■ **Your instructions**: Omit every picture, and retype the lines that run from the beginning of the data below through the line containing "I need the junctions", inclusive.

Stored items
- Opening Delimiter -

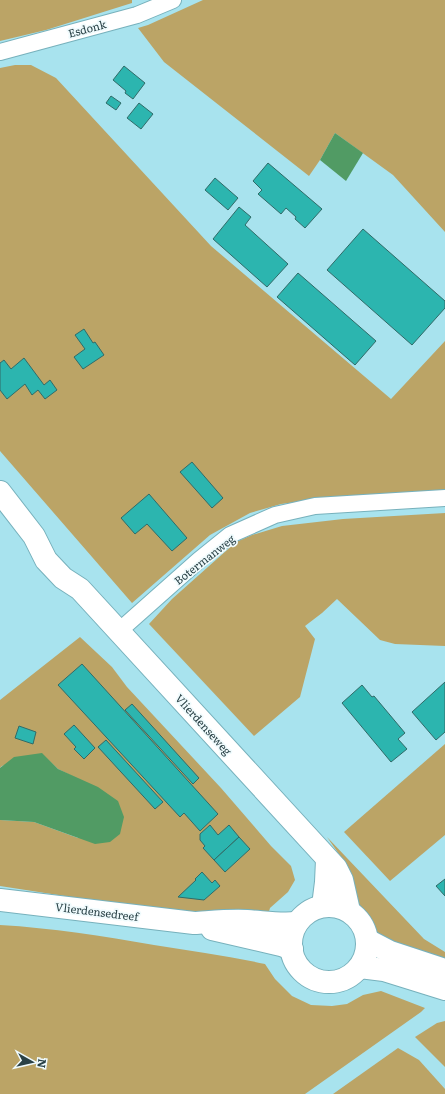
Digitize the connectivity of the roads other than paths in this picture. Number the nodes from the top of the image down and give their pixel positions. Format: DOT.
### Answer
graph roads {
  1 [pos="173,0"];
  2 [pos="0,52"];
  3 [pos="0,492"];
  4 [pos="445,498"];
  5 [pos="119,631"];
  6 [pos="327,860"];
  7 [pos="0,900"];
  8 [pos="323,906"];
  9 [pos="349,911"];
  10 [pos="194,923"];
  11 [pos="297,923"];
  12 [pos="368,940"];
  13 [pos="292,949"];
  14 [pos="360,967"];
  15 [pos="445,970"];
  16 [pos="445,989"];
  1 -- 2 [label="street, Esdonk"];
  3 -- 5 [label="main road, Vlierdenseweg"];
  4 -- 5 [label="street, Botermanweg"];
  5 -- 6 [label="main road, Vlierdenseweg"];
  6 -- 8 [label="main road"];
  6 -- 9 [label="main road, Vlierdenseweg"];
  7 -- 10 [label="main road, Vlierdensedreef"];
  8 -- 9 [label="main road"];
  8 -- 11 [label="main road"];
  9 -- 12 [label="main road"];
  10 -- 11 [label="main road, Vlierdensedreef"];
  10 -- 13 [label="main road, Vlierdensedreef"];
  11 -- 13 [label="main road"];
  12 -- 14 [label="main road"];
  12 -- 15 [label="main road"];
  13 -- 14 [label="main road"];
  14 -- 16 [label="main road"];
}
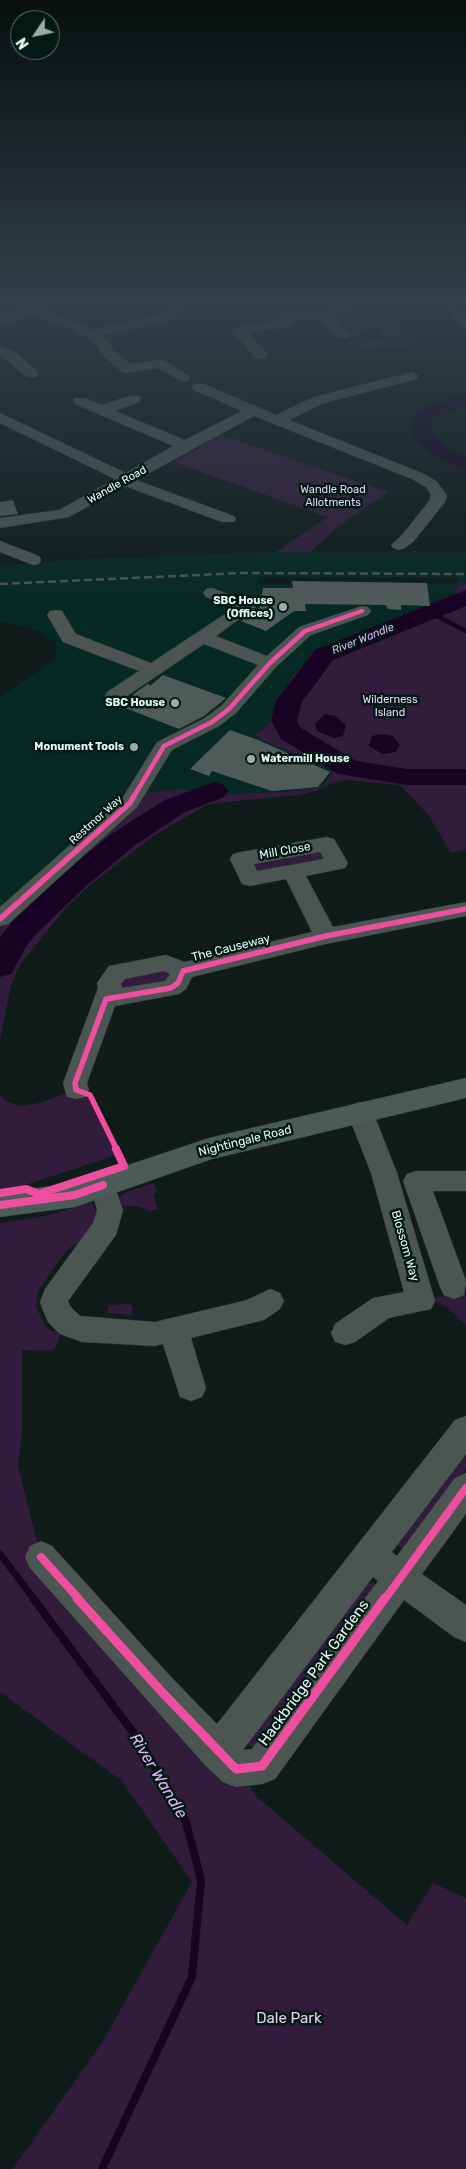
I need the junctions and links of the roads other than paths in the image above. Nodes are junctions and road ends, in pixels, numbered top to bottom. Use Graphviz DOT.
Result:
graph roads {
  1 [pos="83,402"];
  2 [pos="125,402"];
  3 [pos="233,402"];
  4 [pos="314,402"];
  5 [pos="103,410"];
  6 [pos="253,411"];
  7 [pos="0,416"];
  8 [pos="276,420"];
  9 [pos="185,446"];
  10 [pos="125,480"];
  11 [pos="228,519"];
  12 [pos="0,523"];
  13 [pos="399,545"];
  14 [pos="0,546"];
  15 [pos="33,560"];
  16 [pos="212,593"];
  17 [pos="362,611"];
  18 [pos="56,615"];
  19 [pos="203,638"];
  20 [pos="270,663"];
  21 [pos="153,670"];
  22 [pos="114,696"];
  23 [pos="293,872"];
  24 [pos="466,909"];
  25 [pos="3,912"];
  26 [pos="326,936"];
  27 [pos="466,1088"];
  28 [pos="76,1090"];
  29 [pos="360,1112"];
  30 [pos="466,1180"];
  31 [pos="104,1185"];
  32 [pos="13,1203"];
  33 [pos="454,1287"];
  34 [pos="270,1301"];
  35 [pos="174,1330"];
  36 [pos="345,1333"];
  37 [pos="191,1388"];
  38 [pos="466,1430"];
  39 [pos="466,1488"];
  40 [pos="370,1556"];
  41 [pos="41,1557"];
  42 [pos="400,1577"];
  43 [pos="466,1625"];
  44 [pos="218,1752"];
  1 -- 5 [label="street"];
  2 -- 5 [label="street"];
  3 -- 6 [label="street"];
  4 -- 8 [label="street"];
  5 -- 9 [label="street"];
  6 -- 8 [label="street"];
  6 -- 9 [label="street, Wandle Road"];
  7 -- 10 [label="street"];
  8 -- 13 [label="street"];
  9 -- 10 [label="street, Wandle Road"];
  10 -- 11 [label="street"];
  10 -- 12 [label="street, Wandle Road"];
  14 -- 15 [label="street"];
  16 -- 19 [label="street"];
  17 -- 20 [label="street, Restmor Way"];
  18 -- 21 [label="street"];
  19 -- 20 [label="street"];
  19 -- 21 [label="street"];
  20 -- 25 [label="street, Restmor Way"];
  21 -- 22 [label="street"];
  23 -- 26 [label="street, Mill Close"];
  24 -- 26 [label="street, The Causeway"];
  26 -- 28 [label="street, The Causeway"];
  27 -- 29 [label="main road, Nightingale Road"];
  29 -- 31 [label="main road, Nightingale Road"];
  29 -- 36 [label="street, Blossom Way"];
  30 -- 33 [label="street"];
  31 -- 32 [label="main road, Nightingale Road"];
  31 -- 35 [label="street"];
  34 -- 35 [label="street"];
  35 -- 37 [label="street"];
  38 -- 40 [label="street, Hackbridge Park Gardens"];
  39 -- 42 [label="street, Hackbridge Park Gardens"];
  40 -- 42 [label="street"];
  40 -- 44 [label="street, Hackbridge Park Gardens"];
  41 -- 44 [label="street, Hackbridge Park Gardens"];
  42 -- 43 [label="street"];
  42 -- 44 [label="street, Hackbridge Park Gardens"];
}
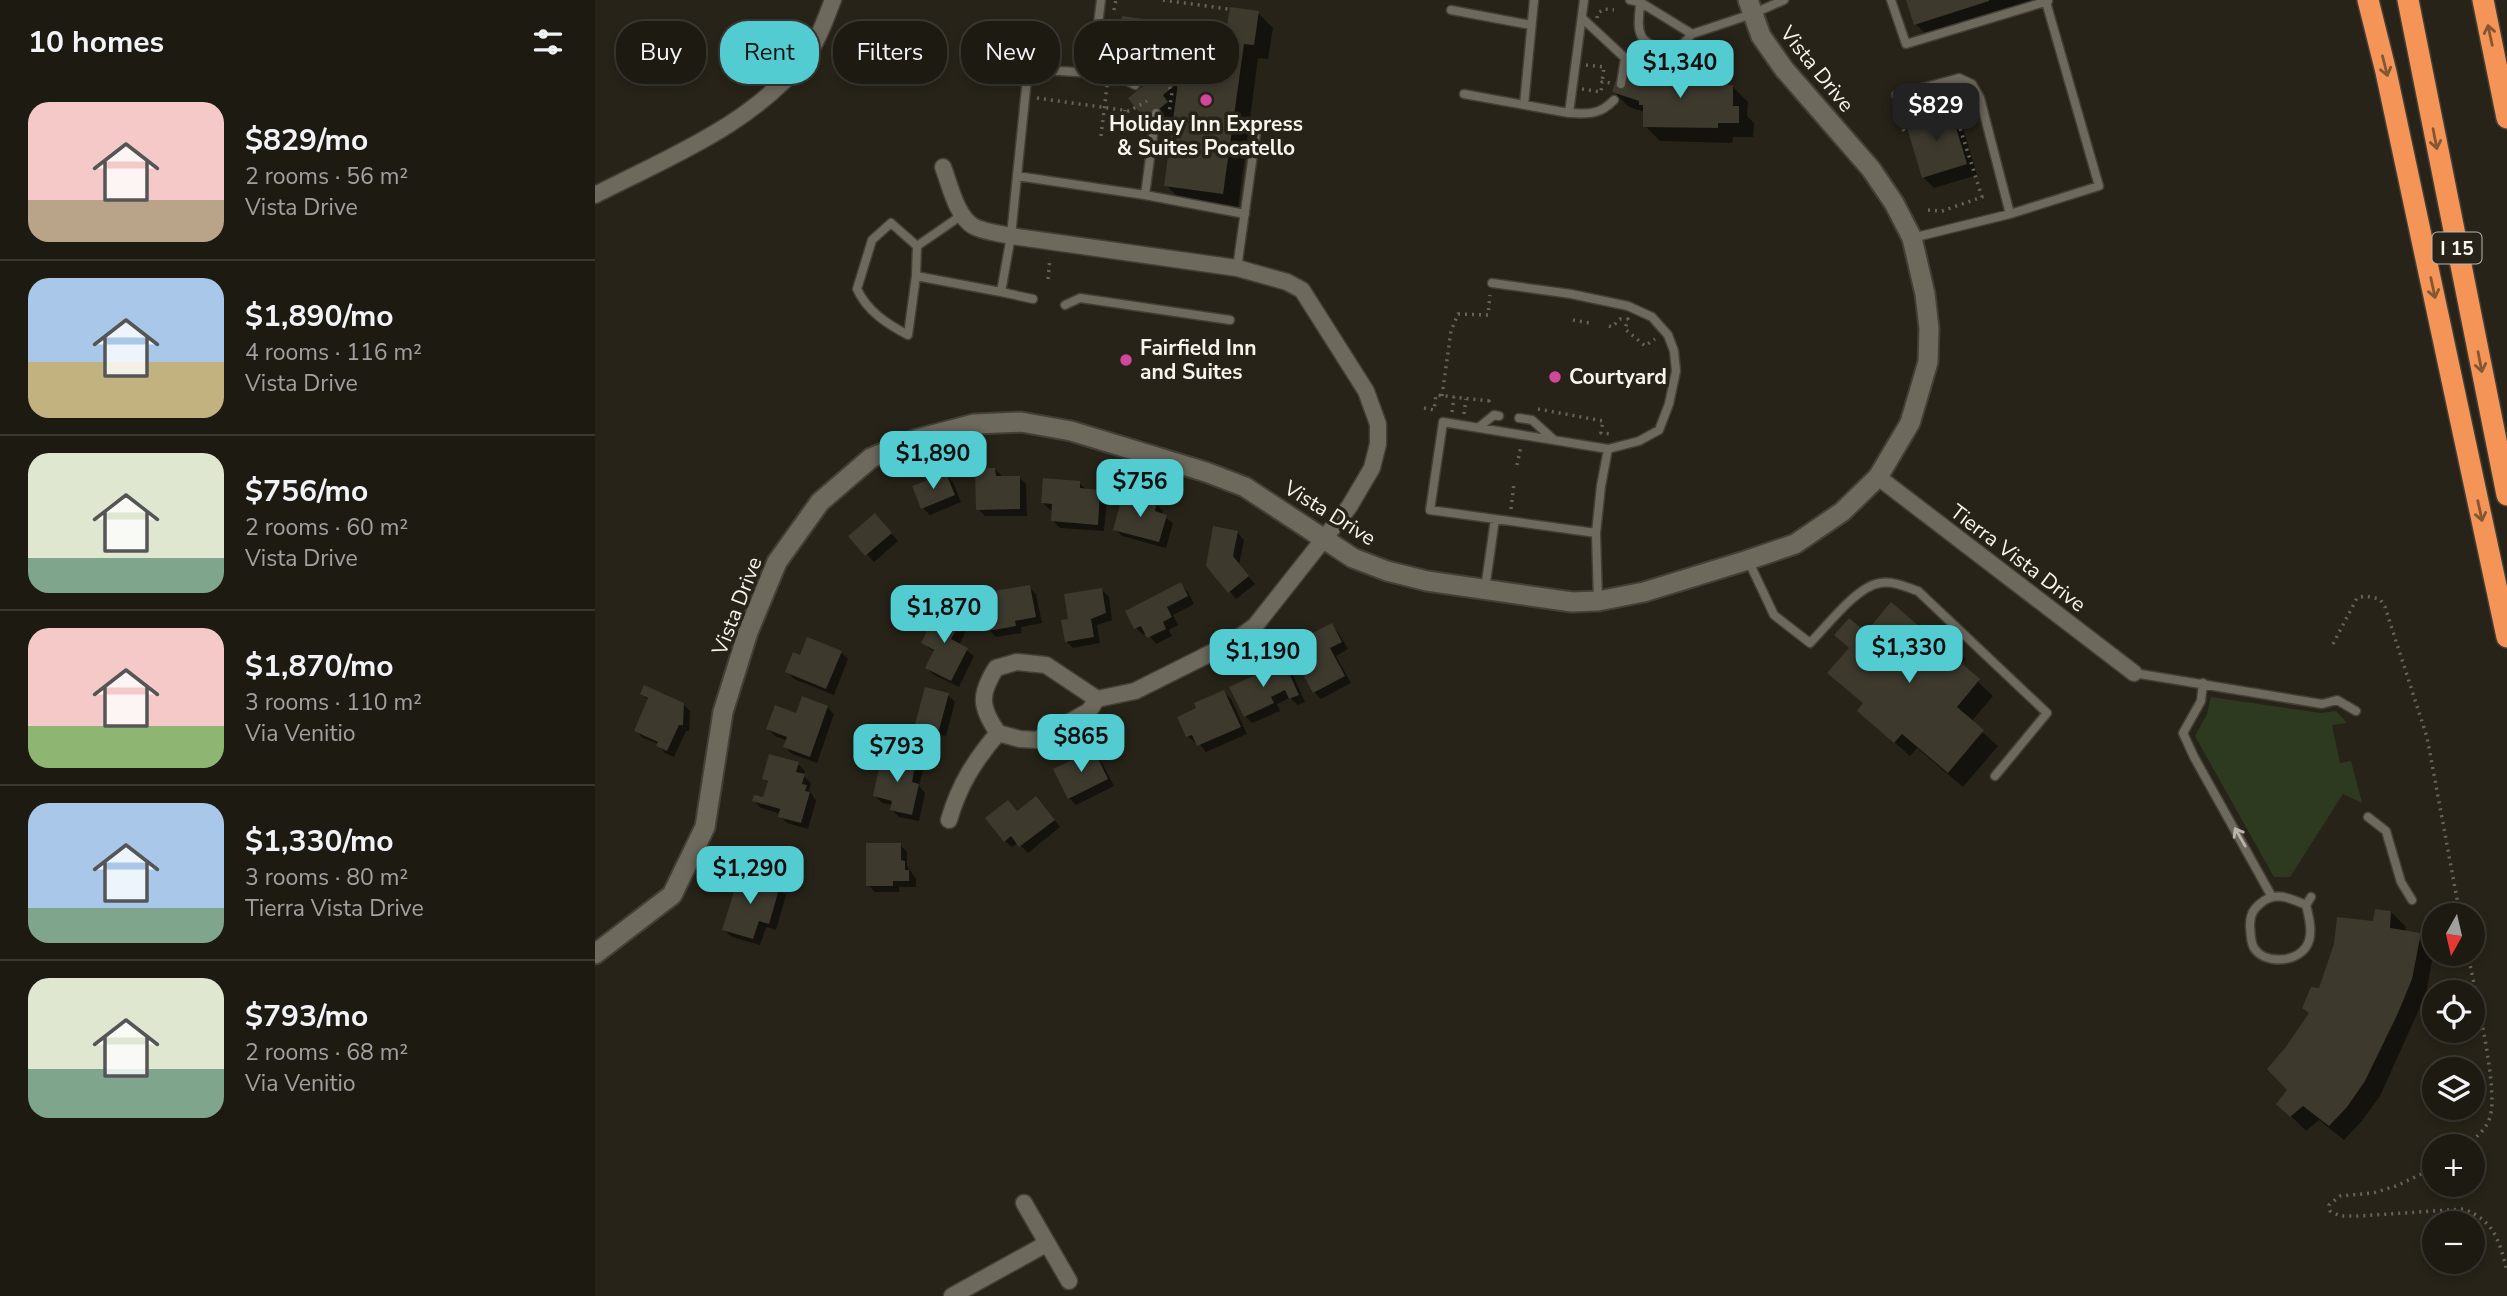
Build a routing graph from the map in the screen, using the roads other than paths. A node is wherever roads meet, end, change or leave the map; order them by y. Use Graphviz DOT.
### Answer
graph roads {
  1 [pos="833,0"];
  2 [pos="1101,0"];
  3 [pos="1534,0"];
  4 [pos="1584,0"];
  5 [pos="1630,0"];
  6 [pos="1784,0"];
  7 [pos="1891,0"];
  8 [pos="2368,0"];
  9 [pos="2407,0"];
  10 [pos="2483,0"];
  11 [pos="2049,1"];
  12 [pos="1640,2"];
  13 [pos="1750,7"];
  14 [pos="1451,10"];
  15 [pos="1582,18"];
  16 [pos="1098,21"];
  17 [pos="1531,25"];
  18 [pos="1692,34"];
  19 [pos="1074,73"];
  20 [pos="1621,84"];
  21 [pos="1464,94"];
  22 [pos="1896,95"];
  23 [pos="1614,100"];
  24 [pos="1524,105"];
  25 [pos="1156,113"];
  26 [pos="1569,113"];
  27 [pos="2507,118"];
  28 [pos="1256,133"];
  29 [pos="943,167"];
  30 [pos="1017,176"];
  31 [pos="595,195"];
  32 [pos="1145,195"];
  33 [pos="1245,214"];
  34 [pos="2010,214"];
  35 [pos="963,215"];
  36 [pos="1011,236"];
  37 [pos="1912,238"];
  38 [pos="917,246"];
  39 [pos="1237,268"];
  40 [pos="916,276"];
  41 [pos="1492,283"];
  42 [pos="1001,292"];
  43 [pos="1033,299"];
  44 [pos="1065,305"];
  45 [pos="1230,320"];
  46 [pos="1499,416"];
  47 [pos="1519,418"];
  48 [pos="1478,428"];
  49 [pos="1553,439"];
  50 [pos="1608,449"];
  51 [pos="1878,477"];
  52 [pos="2507,495"];
  53 [pos="1495,519"];
  54 [pos="1595,533"];
  55 [pos="1323,539"];
  56 [pos="1748,560"];
  57 [pos="1485,590"];
  58 [pos="1598,601"];
  59 [pos="2507,638"];
  60 [pos="2134,673"];
  61 [pos="2203,683"];
  62 [pos="1097,698"];
  63 [pos="2356,711"];
  64 [pos="998,733"];
  65 [pos="1995,776"];
  66 [pos="2368,817"];
  67 [pos="949,820"];
  68 [pos="2272,897"];
  69 [pos="2311,897"];
  70 [pos="2412,900"];
  71 [pos="2306,905"];
  72 [pos="595,954"];
  73 [pos="1024,1203"];
  74 [pos="1046,1244"];
  75 [pos="1069,1281"];
  76 [pos="952,1296"];
  1 -- 31 [label="street"];
  2 -- 16 [label="lane"];
  3 -- 17 [label="lane"];
  4 -- 15 [label="lane"];
  5 -- 12 [label="lane"];
  6 -- 13 [label="lane"];
  7 -- 11 [label="lane"];
  8 -- 59 [label="highway, one-way"];
  9 -- 52 [label="highway, I 15, one-way"];
  27 -- 10 [label="highway, one-way"];
  11 -- 34 [label="lane"];
  12 -- 18 [label="lane"];
  12 -- 18 [label="lane"];
  13 -- 18 [label="lane"];
  13 -- 37 [label="street, Vista Drive"];
  14 -- 17 [label="lane"];
  15 -- 20 [label="lane"];
  15 -- 26 [label="lane"];
  17 -- 24 [label="lane"];
  19 -- 30 [label="lane"];
  21 -- 24 [label="lane"];
  22 -- 34 [label="lane"];
  23 -- 26 [label="lane"];
  24 -- 26 [label="lane"];
  25 -- 32 [label="lane"];
  28 -- 33 [label="lane"];
  29 -- 35 [label="street"];
  30 -- 32 [label="lane"];
  30 -- 36 [label="lane"];
  32 -- 33 [label="lane"];
  33 -- 39 [label="lane"];
  34 -- 37 [label="lane"];
  35 -- 36 [label="street"];
  35 -- 38 [label="lane"];
  36 -- 39 [label="street"];
  36 -- 42 [label="lane"];
  37 -- 51 [label="street, Vista Drive"];
  38 -- 40 [label="lane"];
  38 -- 40 [label="lane"];
  39 -- 55 [label="street"];
  40 -- 42 [label="lane"];
  41 -- 50 [label="lane"];
  42 -- 43 [label="lane"];
  44 -- 45 [label="lane"];
  46 -- 48 [label="lane"];
  47 -- 49 [label="lane"];
  48 -- 49 [label="lane"];
  48 -- 53 [label="lane"];
  49 -- 50 [label="lane"];
  50 -- 54 [label="lane"];
  51 -- 56 [label="street, Vista Drive"];
  51 -- 60 [label="street, Tierra Vista Drive"];
  53 -- 54 [label="lane"];
  53 -- 57 [label="lane"];
  54 -- 58 [label="lane"];
  55 -- 57 [label="street, Vista Drive"];
  55 -- 62 [label="street"];
  55 -- 72 [label="street, Vista Drive"];
  56 -- 58 [label="street, Vista Drive"];
  56 -- 65 [label="lane"];
  57 -- 58 [label="street, Vista Drive"];
  60 -- 61 [label="lane"];
  61 -- 63 [label="lane"];
  68 -- 61 [label="lane, one-way"];
  62 -- 64 [label="street"];
  62 -- 64 [label="street"];
  64 -- 67 [label="street"];
  66 -- 70 [label="lane"];
  68 -- 71 [label="lane"];
  68 -- 71 [label="lane"];
  69 -- 71 [label="lane"];
  73 -- 74 [label="street"];
  74 -- 75 [label="street"];
  74 -- 76 [label="street"];
}
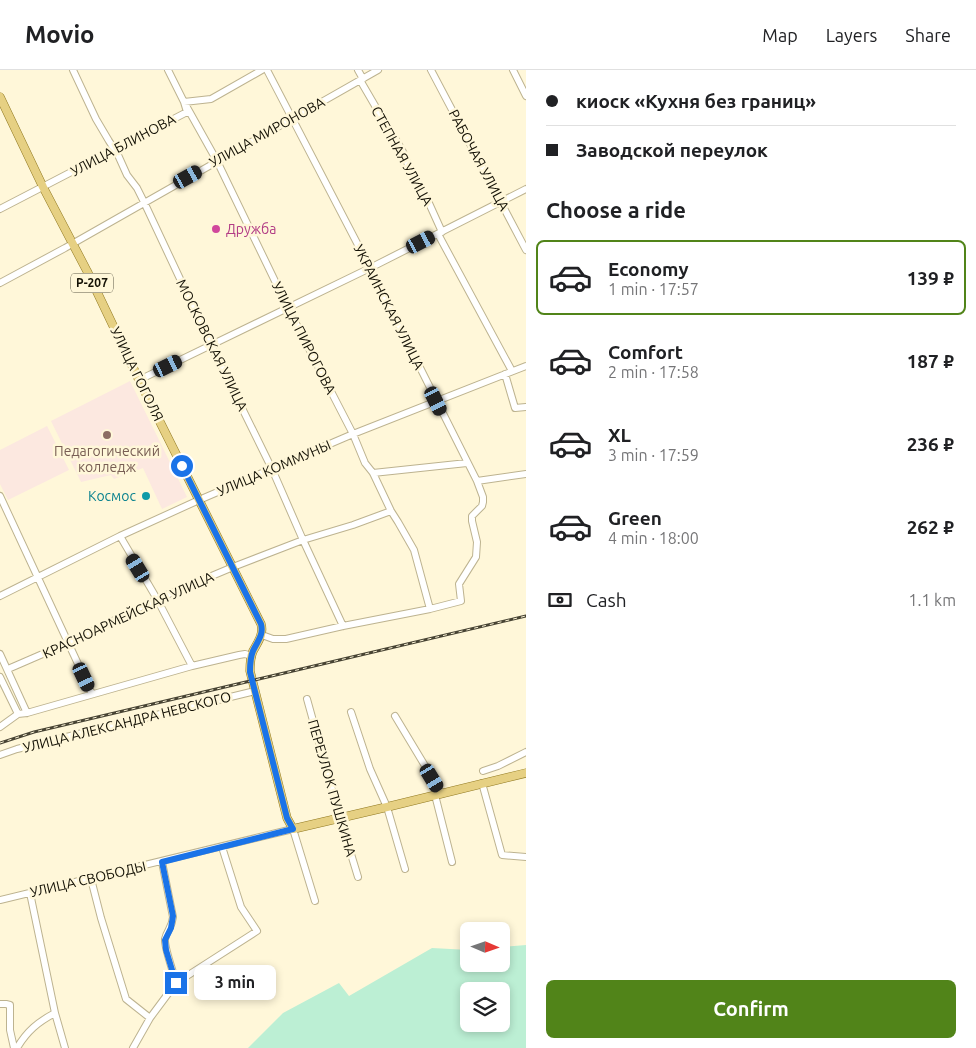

- Closing Delimiter -

■ **Reply**:
Digitize the connectivity of the roads other than paths in this picture. Number the nodes from the top of the image down and give their pixel positions. Format: DOT.
### Answer
graph roads {
  1 [pos="173,0"];
  2 [pos="0,52"];
  3 [pos="0,492"];
  4 [pos="445,498"];
  5 [pos="119,631"];
  6 [pos="327,860"];
  7 [pos="0,900"];
  8 [pos="323,906"];
  9 [pos="349,911"];
  10 [pos="194,923"];
  11 [pos="297,923"];
  12 [pos="368,940"];
  13 [pos="292,949"];
  14 [pos="360,967"];
  15 [pos="445,970"];
  16 [pos="445,989"];
  1 -- 2 [label="street, Esdonk"];
  3 -- 5 [label="main road, Vlierdenseweg"];
  4 -- 5 [label="street, Botermanweg"];
  5 -- 6 [label="main road, Vlierdenseweg"];
  6 -- 8 [label="main road"];
  6 -- 9 [label="main road, Vlierdenseweg"];
  7 -- 10 [label="main road, Vlierdensedreef"];
  8 -- 9 [label="main road"];
  8 -- 11 [label="main road"];
  9 -- 12 [label="main road"];
  10 -- 11 [label="main road, Vlierdensedreef"];
  10 -- 13 [label="main road, Vlierdensedreef"];
  11 -- 13 [label="main road"];
  12 -- 14 [label="main road"];
  12 -- 15 [label="main road"];
  13 -- 14 [label="main road"];
  14 -- 16 [label="main road"];
}
I need the junctions and links of the roads other than paths in the image above. Nodes are junctions and road ends, in pixels, numbered top to bottom. Use Graphviz DOT.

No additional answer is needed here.